The alphorn was a gift from the spirits – or so the legend says.
Long, long ago, a young herdsman named Res – short for Andreas: Andrew, in its English form – was guarding the cows on the Bahlisalp above the Haslital. One fine summer's night the lad was woken from his sleep in the hayloft by three strangers in the dairy. A giant was busy doing something with the cauldron that was used for making cheese. A pale, fragile-looking herdsman with golden hair was bringing small wooden pails full of milk from the milking parlour. A huntsman, dressed in green, sat by the fire looking darkly at the embers. He took a small bottle from his pocket and poured blood-red rennet into the hot milk. While the giant busily stirred the mixture, the pale one took a strangely shaped wooden staff and played music outside the hut – but such music as Res had never heard before: long, drawn-out, melancholy notes, from the deepest bass to bright, clear notes of rejoicing.

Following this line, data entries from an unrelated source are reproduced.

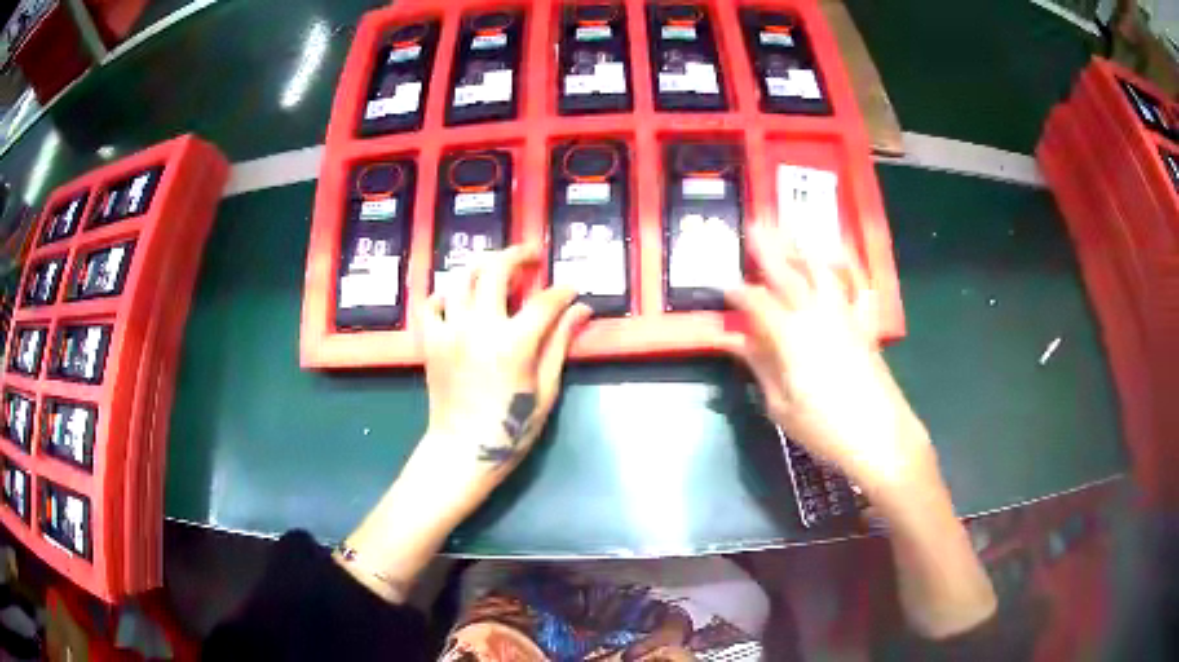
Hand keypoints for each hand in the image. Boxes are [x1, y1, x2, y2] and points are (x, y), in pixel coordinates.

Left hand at [412, 245, 591, 507]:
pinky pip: (432, 304)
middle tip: (532, 256)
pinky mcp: (431, 341)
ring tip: (497, 269)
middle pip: (496, 270)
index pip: (544, 301)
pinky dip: (445, 294)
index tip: (572, 289)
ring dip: (483, 267)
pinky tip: (459, 299)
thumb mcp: (546, 389)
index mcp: (514, 343)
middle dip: (518, 255)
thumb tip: (581, 310)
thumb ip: (560, 344)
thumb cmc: (511, 427)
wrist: (463, 451)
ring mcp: (450, 331)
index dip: (563, 290)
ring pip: (462, 278)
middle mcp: (479, 327)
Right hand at [722, 224, 936, 502]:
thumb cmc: (825, 428)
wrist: (880, 437)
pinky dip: (849, 268)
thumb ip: (759, 366)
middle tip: (753, 225)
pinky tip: (841, 257)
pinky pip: (858, 287)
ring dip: (805, 247)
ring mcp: (845, 316)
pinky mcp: (865, 324)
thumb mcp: (781, 406)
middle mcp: (817, 315)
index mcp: (790, 336)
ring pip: (823, 270)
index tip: (723, 285)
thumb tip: (734, 341)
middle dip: (768, 248)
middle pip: (788, 273)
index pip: (757, 303)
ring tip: (792, 228)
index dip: (738, 291)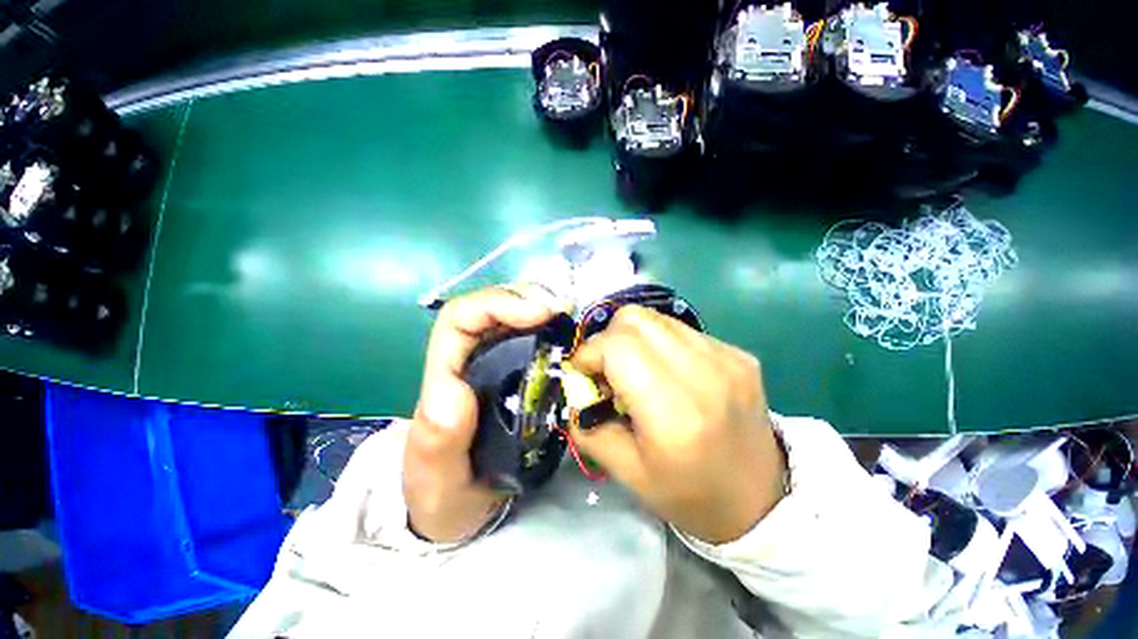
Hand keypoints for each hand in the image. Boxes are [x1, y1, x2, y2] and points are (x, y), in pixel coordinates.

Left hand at [405, 286, 555, 541]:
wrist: (459, 505)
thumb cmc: (443, 492)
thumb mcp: (436, 478)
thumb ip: (438, 441)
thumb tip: (456, 392)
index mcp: (445, 377)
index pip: (461, 318)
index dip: (499, 303)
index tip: (542, 313)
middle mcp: (468, 360)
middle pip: (491, 306)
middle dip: (527, 298)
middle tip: (565, 311)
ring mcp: (492, 364)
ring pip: (512, 316)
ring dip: (541, 308)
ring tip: (569, 319)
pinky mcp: (513, 372)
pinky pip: (530, 337)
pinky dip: (550, 329)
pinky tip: (568, 337)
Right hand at [570, 306, 786, 544]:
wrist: (761, 500)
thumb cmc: (689, 495)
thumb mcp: (626, 472)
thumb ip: (588, 426)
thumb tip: (576, 388)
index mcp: (674, 412)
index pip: (618, 346)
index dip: (589, 352)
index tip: (584, 372)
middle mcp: (704, 373)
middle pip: (635, 319)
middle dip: (608, 338)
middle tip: (607, 369)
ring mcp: (726, 357)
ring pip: (656, 318)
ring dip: (633, 338)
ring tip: (637, 370)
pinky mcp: (737, 353)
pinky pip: (680, 329)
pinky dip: (660, 343)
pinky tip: (667, 373)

The cattle awoke, and all around the cowbells started to sound in mellifluous accompaniment to the fading tones of the strange instrument.
Res didn't know whether it made him feel happy or sad in that still, starlit night.

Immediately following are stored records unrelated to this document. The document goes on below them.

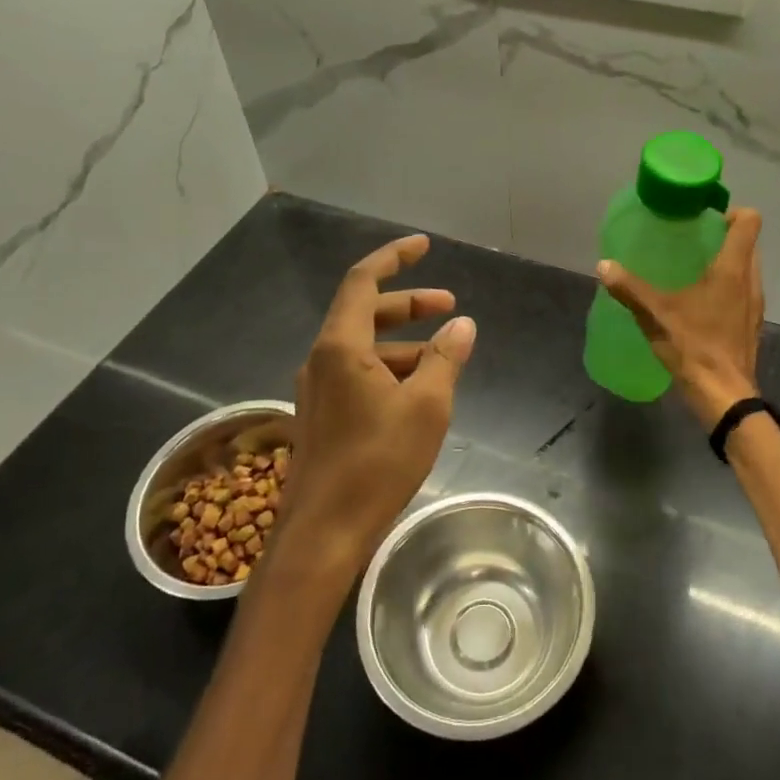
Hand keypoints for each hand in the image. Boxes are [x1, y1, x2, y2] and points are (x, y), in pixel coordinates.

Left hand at [279, 234, 475, 577]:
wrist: (322, 534)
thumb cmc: (377, 464)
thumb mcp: (426, 407)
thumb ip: (444, 358)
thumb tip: (462, 324)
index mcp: (341, 346)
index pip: (363, 281)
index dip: (394, 257)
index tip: (423, 246)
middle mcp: (322, 359)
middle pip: (364, 312)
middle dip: (408, 303)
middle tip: (449, 306)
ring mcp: (317, 389)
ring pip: (363, 346)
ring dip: (402, 342)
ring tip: (443, 356)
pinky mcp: (322, 415)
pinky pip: (357, 373)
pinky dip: (389, 369)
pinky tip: (416, 392)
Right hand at [598, 207, 763, 430]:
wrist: (724, 395)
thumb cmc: (694, 347)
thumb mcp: (655, 314)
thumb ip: (629, 288)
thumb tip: (603, 265)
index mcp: (732, 269)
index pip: (749, 222)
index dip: (731, 211)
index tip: (704, 218)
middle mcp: (750, 281)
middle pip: (748, 243)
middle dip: (723, 236)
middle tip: (690, 240)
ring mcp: (755, 304)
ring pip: (747, 269)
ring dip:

Meanwhile the huge herdsman had filled three bowls with the whey, and told Res to choose one of them and to drink it. Strange to say, the whey in the first bowl was as red as blood, in the second bowl it was as green as grass, and only in the third bowl was it as white as snow. The giant explained that the red whey would give him strength, courage and power. But the huntsman advised him to drink the green whey, for then he would have finest alpine meadows for his own. But the pale one held out the white whey, and promised to give him the horn. Res remembered the magical sound and chose the white one. It tasted like the best milk, and when he put down the bowl the trio had disappeared. The fire flared up once more and went out. But by the hearth lay the alphorn. Dawn was breaking, and Res went outside and blew the horn. After playing a few notes he paused, and heard how they returned in the echo like spirit voices.
Down in the Haslital far below the people marvelled at the majestic sound, and asked each other whether the mountains had not started to sing.